Some noteworthy results of the original series emerge in Figure 3. It is shown that the impacts of the income inequality on carbon emission in France vary across quantiles.

Carbon emissions will be exacerbated by income inequality when the Gini coefficient and carbon emissions are at a low quantile, while the impact of income inequality on emissions is negative when the Gini coefficient is at a low quantile and carbon emissions are at a high quantile. This expresses that when the income gap is narrow, the income inequality will reduce carbon emissions especially when the emissions are at a high level. Yet in the second phase, a high-quantile Gini coefficient will promote the increase of carbon emissions. This positive effect is strongest when the Gini coefficient is in the middle and high quantile and the carbon emission is in low quantile, while this promotion will gradually stabilize as the carbon emission quantile increase. This indicates that when income distribution inequality is high, income disparity will promote the increase of carbon emission. And the effect increases as emissions lower.

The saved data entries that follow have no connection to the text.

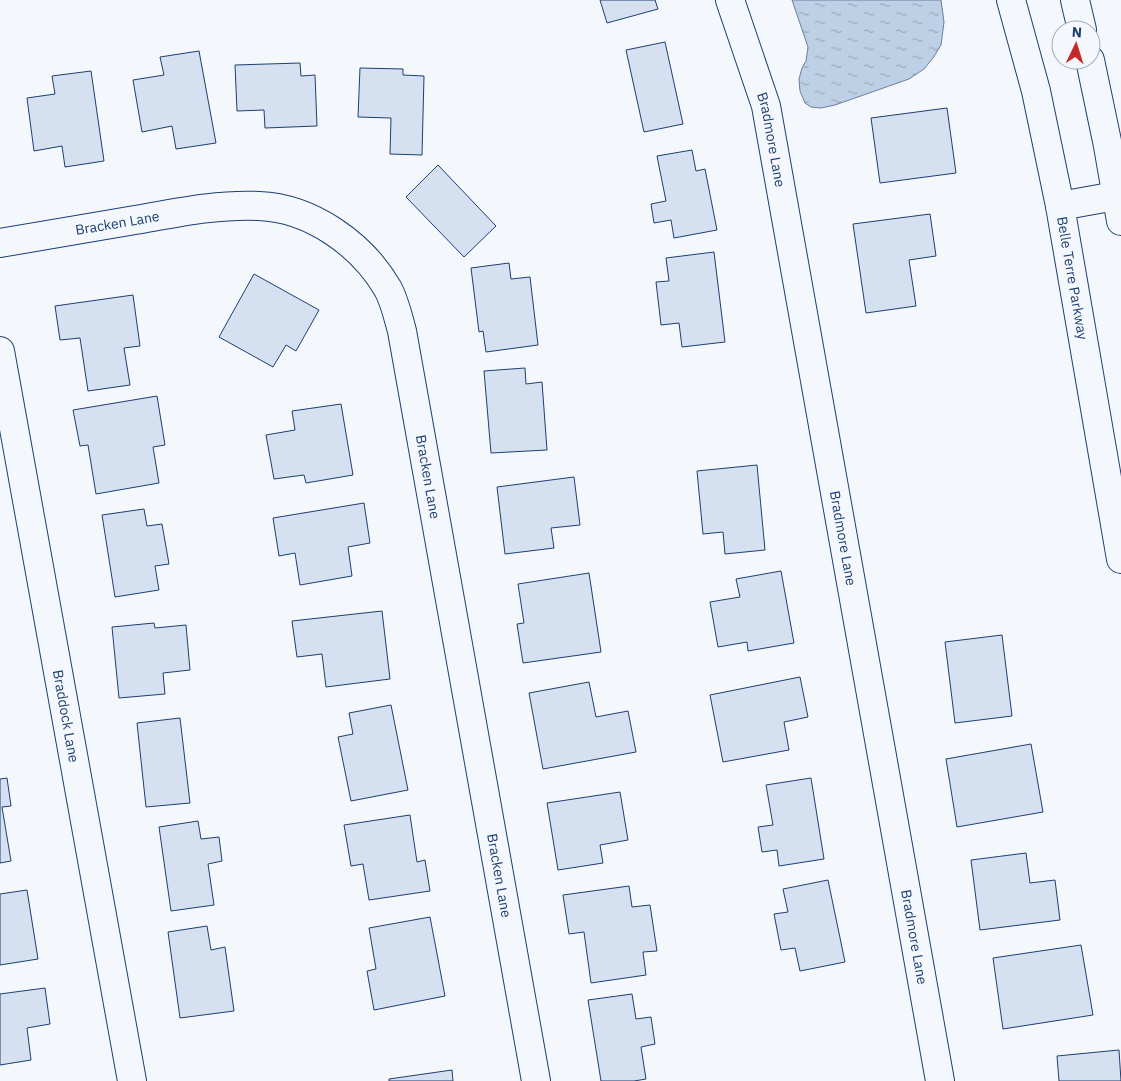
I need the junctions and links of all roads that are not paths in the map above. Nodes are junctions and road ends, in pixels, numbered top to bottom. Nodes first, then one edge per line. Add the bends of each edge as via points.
1 (730, 0) edge
2 (1011, 0) edge
3 (1075, 0) edge
4 (1080, 20) edge
5 (1092, 70) edge
6 (1119, 204) edge
7 (1060, 206) junction
8 (0, 243) edge
9 (0, 351) edge
10 (1121, 559) edge
11 (132, 1081) edge
12 (536, 1081) edge
13 (940, 1081) edge

1 - 13 street, Bradmore Lane via 766,106
2 - 7 street, Belle Terre Parkway via 1036,91
3 - 4 street
5 - 6 street
6 - 7 street
7 - 10 street, Belle Terre Parkway
8 - 12 street, Bracken Lane via 197,209 260,206 284,209 333,231 356,249 388,289 402,332
9 - 11 street, Braddock Lane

The positive effect result may be explained as follows. Boyce (1994) had said that when the income gap between the rich and the poor widens and the quality of economic development is not good, the poor are more likely to over-explore natural resources and do rude production to increase income, thus damaging the environment, whereas the rich may not necessarily increase investment to improve the environment. This positive impact is particularly pronounced at low levels of carbon emissions, and the maximum (4.79) located at the 0.5 quantile of Gini coefficient and the 0.11 quantile of carbon emission (Figure 3). From the perspective of the distribution of social rights, Boyce, (1995) believes that income inequality leads to unequal distribution of rights, which attributes to the concentration of political rights. Some of the rich have the privilege to evade carbon emission management. Grunewald et al. (2012) found that the higher household wealth, the more disproportionate the increase is in the demand for emissions-intensive products and services, which also proves that income inequality will increase the carbon emissions.

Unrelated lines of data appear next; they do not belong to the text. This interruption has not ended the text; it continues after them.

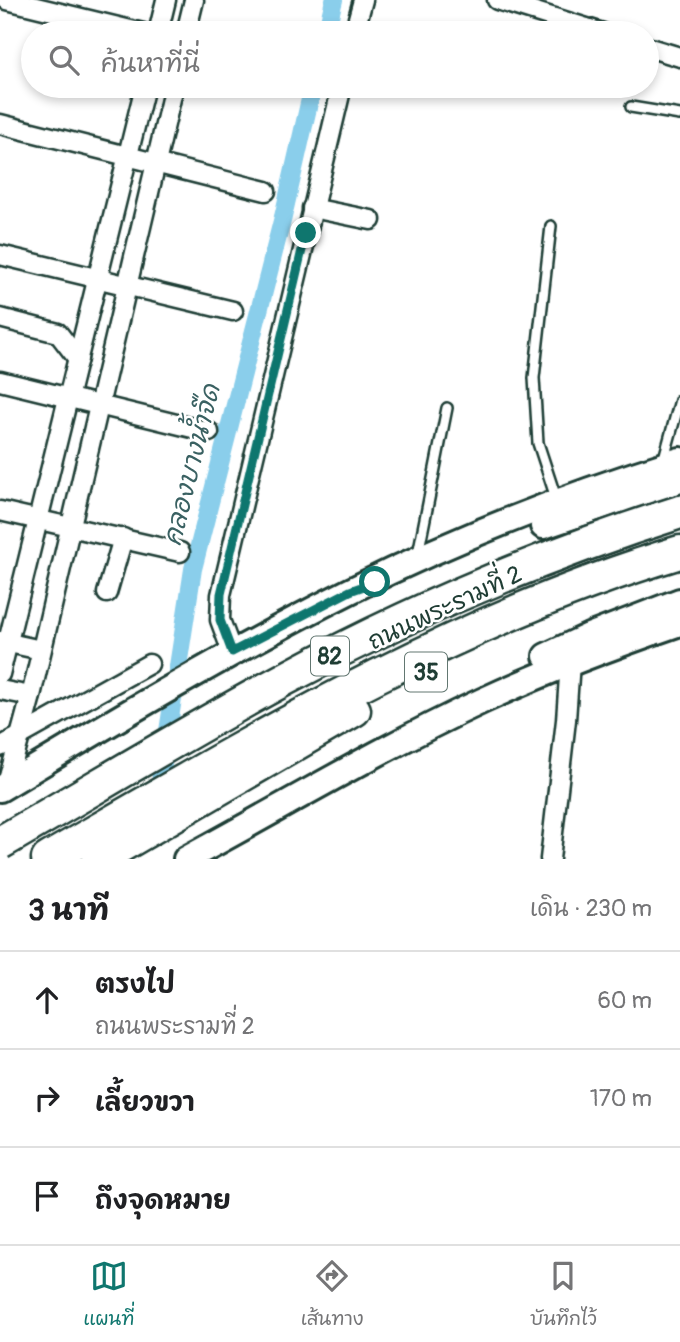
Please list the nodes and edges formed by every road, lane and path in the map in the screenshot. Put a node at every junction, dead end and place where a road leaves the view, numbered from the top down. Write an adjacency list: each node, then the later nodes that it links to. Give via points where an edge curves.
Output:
1 (7, 0): 6 (street)
2 (166, 0): 7 (street)
3 (194, 0): 8 (street)
4 (363, 0): 9 (street)
5 (497, 0): 10 (street)
6 (94, 21)
7 (161, 21)
8 (189, 21)
9 (357, 21)
10 (564, 21)
11 (659, 51): 12 (street)
12 (680, 57)
13 (142, 98): 19 (street)
14 (171, 98): 20 (street)
15 (338, 98): 22 (street)
16 (631, 107): 17 (lane)
17 (680, 115)
18 (0, 124): 19 (street)
19 (127, 157): 20 (street); 26 (street)
20 (156, 163): 21 (street); 27 (street)
21 (266, 191)
22 (312, 208): 23 (street); 54 (street, via 221,594 220,620)
23 (370, 220)
24 (551, 226): 38 (lane, via 534,378 538,443)
25 (0, 255): 26 (street)
26 (97, 280): 27 (street); 30 (street)
27 (127, 286): 28 (street); 34 (street)
28 (233, 311)
29 (0, 318): 30 (street, via 58,332)
30 (78, 359): 32 (street)
31 (0, 382): 32 (street)
32 (68, 398): 34 (street); 41 (street)
33 (680, 400): 37 (lane, via 666,444)
34 (99, 405): 36 (street); 42 (street)
35 (447, 408): 46 (lane)
36 (209, 432)
37 (674, 469): 38 (main road); 48 (main road)
38 (558, 503): 46 (main road)
39 (0, 510): 41 (street)
40 (680, 511): 64 (highway, 82, bridge, via 553,556 352,644); 65 (highway, ถนนพระรามที่ 2 / 35, via 621,529 310,671)
41 (38, 520): 42 (street); 52 (street)
42 (70, 527): 43 (street); 53 (street)
43 (123, 538): 44 (street); 49 (street)
44 (180, 552)
45 (680, 552): 67 (highway, 82, via 555,595 388,670)
46 (417, 559): 48 (main road)
47 (680, 564): 66 (highway, ถนนพระรามที่ 2 / 35, via 565,608 390,690)
48 (350, 591): 54 (main road)
49 (107, 593)
50 (680, 601): 61 (main road, via 539,659)
51 (680, 623): 55 (main road, 35)
52 (4, 642): 53 (street); 57 (street)
53 (41, 650): 59 (street)
54 (232, 652): 63 (main road)
55 (570, 662): 61 (main road, 35); 69 (street)
56 (149, 664): 60 (street)
57 (0, 674)
58 (0, 690): 59 (street)
59 (30, 696): 60 (street)
60 (19, 736): 62 (street); 63 (street)
61 (410, 736): 68 (main road, 35)
62 (0, 747)
63 (4, 787)
64 (0, 843)
65 (0, 849)
66 (108, 853)
67 (48, 859)
68 (186, 859)
69 (550, 859)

As the income gap is narrow, the society as a whole has higher requirement for environmental quality. In other words, a relatively equal income distribution provides citizens with more political rights and enables them to express their requirements for higher environmental quality (Heerink et al., 2001). As illustrated by Figure 3, income inequality has the greatest negative impact (−6.9) on the environment pollution at the 0.27 quantile of Gini index and the 0.94 quantile of carbon emission. Due to poor environmental conditions when carbon emissions are extremely large, people are desperate to improve the environment, thus the corresponding reduction in emissions is more obvious. Ravallion et al. (2000) explored the alternative relationship between income equality and pollutant emissions, and concluded that the increase in income will shift the consumption of high-pollutant products to the low-pollutant ones. Recently, France has enhanced its environmental protection efforts, invested more founds to encourage people to buy clean energy vehicles and promoted the development and innovation of renewable energy.

However, the regression based on the original series has revealed valuable information. It can be seen from Figure 3 that the influence of inequality still shows great random fluctuation at different quantiles. Especially with the increase of Gini coefficient, the influence of income inequality does not seem to show obvious regularity. There may still be some short-term random shocks affecting the estimation results albeit GDP have been controlled to lag for one period. Thus, we would like to know whether the impact of income inequality on carbon emissions has a long-term and far-reaching impact, or only a transitory impact. For this purpose, we use the wavelet transform to decompose the time series of variables into three different frequencies, namely short-, medium- and long-run.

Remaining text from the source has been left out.